RECORDS PROVIDED →
#####

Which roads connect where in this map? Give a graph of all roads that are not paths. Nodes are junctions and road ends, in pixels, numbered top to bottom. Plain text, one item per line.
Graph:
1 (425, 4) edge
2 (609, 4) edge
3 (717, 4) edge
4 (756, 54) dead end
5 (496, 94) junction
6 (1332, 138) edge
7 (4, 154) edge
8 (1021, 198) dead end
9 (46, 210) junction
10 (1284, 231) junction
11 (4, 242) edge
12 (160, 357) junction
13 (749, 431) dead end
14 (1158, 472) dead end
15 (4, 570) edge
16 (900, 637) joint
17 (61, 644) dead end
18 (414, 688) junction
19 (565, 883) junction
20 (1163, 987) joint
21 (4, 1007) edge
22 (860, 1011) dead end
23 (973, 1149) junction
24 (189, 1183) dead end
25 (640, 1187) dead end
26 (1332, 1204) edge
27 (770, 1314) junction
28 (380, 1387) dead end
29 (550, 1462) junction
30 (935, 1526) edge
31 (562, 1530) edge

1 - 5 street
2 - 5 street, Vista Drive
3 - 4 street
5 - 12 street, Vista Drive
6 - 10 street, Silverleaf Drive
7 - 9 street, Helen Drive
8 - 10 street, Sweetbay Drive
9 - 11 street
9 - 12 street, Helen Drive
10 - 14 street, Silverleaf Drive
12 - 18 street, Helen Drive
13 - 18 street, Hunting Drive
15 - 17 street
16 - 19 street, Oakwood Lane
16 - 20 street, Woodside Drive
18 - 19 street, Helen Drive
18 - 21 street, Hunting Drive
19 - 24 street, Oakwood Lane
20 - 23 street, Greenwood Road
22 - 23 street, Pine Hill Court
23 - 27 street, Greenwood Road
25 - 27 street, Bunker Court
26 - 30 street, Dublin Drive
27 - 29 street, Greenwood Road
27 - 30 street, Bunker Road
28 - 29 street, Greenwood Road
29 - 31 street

#####

ACTION ITEM → In this exercise, repeat the entries above verbatim.

THE COMPLETED TASK →
Which roads connect where in this map? Give a graph of all roads that are not paths. Nodes are junctions and road ends, in pixels, numbered top to bottom. Plain text, one item per line.
Graph:
1 (425, 4) edge
2 (609, 4) edge
3 (717, 4) edge
4 (756, 54) dead end
5 (496, 94) junction
6 (1332, 138) edge
7 (4, 154) edge
8 (1021, 198) dead end
9 (46, 210) junction
10 (1284, 231) junction
11 (4, 242) edge
12 (160, 357) junction
13 (749, 431) dead end
14 (1158, 472) dead end
15 (4, 570) edge
16 (900, 637) joint
17 (61, 644) dead end
18 (414, 688) junction
19 (565, 883) junction
20 (1163, 987) joint
21 (4, 1007) edge
22 (860, 1011) dead end
23 (973, 1149) junction
24 (189, 1183) dead end
25 (640, 1187) dead end
26 (1332, 1204) edge
27 (770, 1314) junction
28 (380, 1387) dead end
29 (550, 1462) junction
30 (935, 1526) edge
31 (562, 1530) edge

1 - 5 street
2 - 5 street, Vista Drive
3 - 4 street
5 - 12 street, Vista Drive
6 - 10 street, Silverleaf Drive
7 - 9 street, Helen Drive
8 - 10 street, Sweetbay Drive
9 - 11 street
9 - 12 street, Helen Drive
10 - 14 street, Silverleaf Drive
12 - 18 street, Helen Drive
13 - 18 street, Hunting Drive
15 - 17 street
16 - 19 street, Oakwood Lane
16 - 20 street, Woodside Drive
18 - 19 street, Helen Drive
18 - 21 street, Hunting Drive
19 - 24 street, Oakwood Lane
20 - 23 street, Greenwood Road
22 - 23 street, Pine Hill Court
23 - 27 street, Greenwood Road
25 - 27 street, Bunker Court
26 - 30 street, Dublin Drive
27 - 29 street, Greenwood Road
27 - 30 street, Bunker Road
28 - 29 street, Greenwood Road
29 - 31 street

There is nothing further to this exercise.